2. Karita Matila as "Salome" from the Met (Theatercast)
This was possibly the most direct portrait of depravity I will ever experienced. The white heat of the Richard Strauss score met its match in this performance. It is hard to call it that...it was in truth a complete identification with the role. Not only was it vocally superb, it was an acting triumph. The sheer physicality of her interpretation left one stunned and drained. She dominated the stage, covering every square inch of it with her athletic movements...seeming at times like a demented tiger on the loose. After being presented with the head of John The Baptist, she ended up in a crazy ecstasy, lying flat on her back with her head hanging into the orchestra pit. At the close everyone sat frozen in their seats, unable to get up.
3. Berlin Philharmonic "Scharoun Ensemble" at the Zermatt Festival, Switzerland
Two performances stood out this August at the Zermatt Festival. First was the Schbert Octet for Strings and Winds, a work that I heard many years ago at the Aspen Festival, and had not heard since. Written in 1824, this is a huge six movement work of enormous emotional range. Some feel it was a preparation work for his Symphony in C Major "The Great" which he began shortly after composing this octet. It was full of the long lines and varied harmonic questings that dominant his style in his late works. What struck me in this performance was the sheer joy in the work, and how closely the Berlin Philharmonic players identify with Schubert's style. The second performance was Schoenberg's "Verklarte Nacht" in its original version for small chamber ensemble. The sheer intensity of the writing was virtually laid bare, and the beauty of the individual lines came through with a completely different aspect than in the big orchestral version. In this case, less was much, much more.
4. Martha Argerich performing Beethoven Concerto No.1 from Lugano Festival.
Heard in live performance over NPR, Argerich amazed with the freshness, directness, and sheer musicality she brought to this often neglected work, more in the student's domain today then the artist's. This tempermental artist, who often cancels at the last minute, is completely at home at her own piano festival each June in Lugano, Switzerland. What strikes me about a performance such as this is how immediately the attention is focused, and how the energy never flags. She seemed to relish what others often neglect: the constant need for surprising dynamics, the eveness of finger passage work, and the courage to make it into a really big work, with an amazing cadenza at the close of the first movement. It is startling to realize that someone you heard at the start of their career in the late 1950's, is now a matronly woman with long gray hair!

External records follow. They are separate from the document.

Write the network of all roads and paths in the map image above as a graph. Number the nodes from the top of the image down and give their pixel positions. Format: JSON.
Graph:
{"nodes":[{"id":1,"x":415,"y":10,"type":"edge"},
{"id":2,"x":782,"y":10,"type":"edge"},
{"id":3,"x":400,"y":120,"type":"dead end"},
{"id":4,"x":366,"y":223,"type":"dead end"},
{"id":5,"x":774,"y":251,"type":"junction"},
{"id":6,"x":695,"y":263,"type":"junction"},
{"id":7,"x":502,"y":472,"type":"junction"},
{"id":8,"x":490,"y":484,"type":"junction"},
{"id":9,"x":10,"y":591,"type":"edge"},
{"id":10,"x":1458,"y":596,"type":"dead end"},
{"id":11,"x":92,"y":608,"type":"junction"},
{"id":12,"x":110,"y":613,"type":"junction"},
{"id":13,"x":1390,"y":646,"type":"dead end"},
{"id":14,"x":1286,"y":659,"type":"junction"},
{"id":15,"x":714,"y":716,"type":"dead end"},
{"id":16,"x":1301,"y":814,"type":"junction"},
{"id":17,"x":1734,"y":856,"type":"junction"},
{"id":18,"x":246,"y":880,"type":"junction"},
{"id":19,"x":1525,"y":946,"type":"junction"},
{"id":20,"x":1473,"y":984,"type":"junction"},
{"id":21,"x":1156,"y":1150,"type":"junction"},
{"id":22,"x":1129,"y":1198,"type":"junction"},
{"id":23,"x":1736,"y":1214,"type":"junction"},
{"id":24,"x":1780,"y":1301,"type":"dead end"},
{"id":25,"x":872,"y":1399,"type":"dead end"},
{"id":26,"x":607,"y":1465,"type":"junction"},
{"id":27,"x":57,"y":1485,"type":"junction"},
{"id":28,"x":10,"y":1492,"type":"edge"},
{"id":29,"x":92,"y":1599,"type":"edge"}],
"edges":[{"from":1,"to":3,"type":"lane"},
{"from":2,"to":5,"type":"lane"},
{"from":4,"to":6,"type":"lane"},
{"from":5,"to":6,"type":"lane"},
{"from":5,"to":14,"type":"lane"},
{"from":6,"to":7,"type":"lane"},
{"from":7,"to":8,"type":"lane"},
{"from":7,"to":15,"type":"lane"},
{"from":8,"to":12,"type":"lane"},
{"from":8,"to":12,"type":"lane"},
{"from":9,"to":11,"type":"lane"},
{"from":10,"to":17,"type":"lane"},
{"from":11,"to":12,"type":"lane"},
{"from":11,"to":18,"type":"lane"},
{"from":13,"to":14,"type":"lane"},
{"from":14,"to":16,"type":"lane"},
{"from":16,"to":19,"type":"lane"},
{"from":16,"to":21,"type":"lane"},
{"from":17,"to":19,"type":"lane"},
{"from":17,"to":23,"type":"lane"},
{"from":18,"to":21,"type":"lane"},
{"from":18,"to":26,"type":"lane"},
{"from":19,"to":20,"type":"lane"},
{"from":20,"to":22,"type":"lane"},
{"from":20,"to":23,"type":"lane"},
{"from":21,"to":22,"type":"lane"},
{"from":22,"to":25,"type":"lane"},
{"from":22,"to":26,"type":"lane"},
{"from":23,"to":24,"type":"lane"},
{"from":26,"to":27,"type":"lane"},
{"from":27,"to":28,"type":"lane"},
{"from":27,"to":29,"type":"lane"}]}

5. Tchaikowsky "Fourth Symphony" with New York Philharmonic conduced by Lorin Maazel, London Proms. BBC
Always controversial, Maazel has lead some superb performances during his final days with the NY Phil. Although the English critics hated this performance, I was galvanized by the vituosity of the orchestra, and how Maazel drove them to a frenzy. Thats always a problem between the USA and the UK. The English get very uncomfortable with such vigor and unabashed emotion. Maazel let them have it between the eyes, even though their eyebrows had long since fallen off by the last movement.
A stunning performance of "Die Walkure" from the Met Opera, which drew lavish praise from the critics, confirmed the fact that Maazel was overlooked for two decades there, and could have been of much greater use. Very sad, and rather typical when you become controversial.